COVID-19 may have led to these mindset shifts, but it’s really something the business community should have been grappling with all along. And that is the capacity of business leaders — to sense and adapt to cultural and technological changes, or achieve “commercial clairvoyance.”

So, how can business leaders reach that level of clarity?

It doesn’t matter if a brands’ strategy is focusing on an entire business model or a specific product or service innovation. The same two questions are paramount, and are key acid tests of a company’s foundational strategic assumptions:

  1. How are consumers’ expectations changing?
  2. How will the consumer relate to your business, brand, product in five years’ time if strategy doesn’t adapt to a specific trend or series of trends?

Immersing your brand in your target audiences’ lifestyle and observing behaviors gives brands a deeper layer of contextual understanding of needs and desires.

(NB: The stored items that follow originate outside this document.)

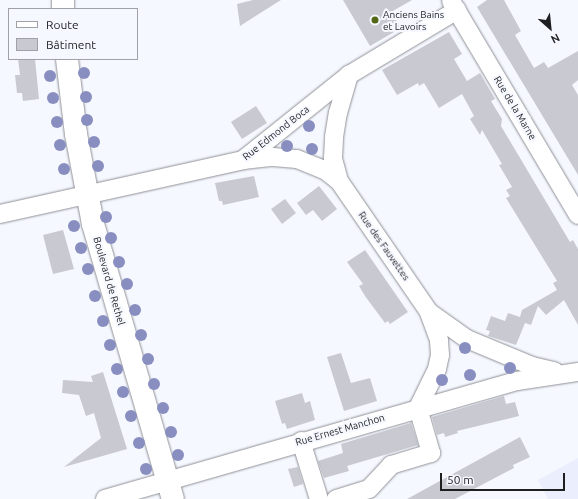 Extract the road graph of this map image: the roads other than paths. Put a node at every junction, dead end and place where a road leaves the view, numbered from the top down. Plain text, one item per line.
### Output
1 (454, 5) edge
2 (67, 60) edge
3 (349, 75) junction
4 (243, 160) junction
5 (339, 181) junction
6 (87, 196) junction
7 (0, 214) edge
8 (578, 215) edge
9 (429, 312) junction
10 (570, 372) edge
11 (418, 408) junction
12 (301, 441) junction
13 (170, 490) edge
14 (105, 499) edge
15 (319, 499) edge
16 (336, 499) edge

1 - 3 street, Rue Edmond Boca
1 - 8 street, Rue de la Marne
2 - 6 main road, Boulevard de Rethel
3 - 4 street, Rue Edmond Boca
3 - 5 street, Rue des Fauvettes
4 - 5 street, Rue des Fauvettes
4 - 6 street, Rue Edmond Boca
5 - 9 street, Rue des Fauvettes
6 - 7 street, Rue Edmond Boca
6 - 13 main road, Boulevard de Rethel
9 - 10 street, Rue des Fauvettes
9 - 11 street, Rue des Fauvettes
10 - 11 street, Rue Ernest Manchon
11 - 12 street, Rue Ernest Manchon
11 - 16 street
12 - 13 street, Rue Ernest Manchon
12 - 15 street
13 - 14 street, Rue Ernest Manchon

Want to hear something brutal? Brand competitors are likely all looking at the same data, and all struggling with how to effectively analyze it to extract meaningful insights. Even more brutal? That means competitive market research is likely not giving your brand a competitive advantage, as it’s not unique and ownable.

Tomorrow is a difficult thing to forecast, but tomorrow is where your competitors are probably not adept at focusing, either.

Every organization I have worked with is awash with trends. But organizations don’t know how to assess what’s real and long-lived, or effectively unpack the consequences of each trend.

And consumer research dominates the front end of the innovation process at the cost of focusing on what’s changing.

Brands need to implement the practice of cultural planning platforms, which develop understanding of the consequences of key shifts in culture and consumer expectations and attitudes. These are “big bet” changes to the foundational logic of a category or how value will be delivered to the consumer in the future. By boldly attacking the foundational logic of your brands’ category now, you can stretch thinking to who the consumer will be in the future.

It’s here that business leaders ignite revolutions in new business models, brand, and innovation thinking; because we are designing for tomorrow’s consumer, today.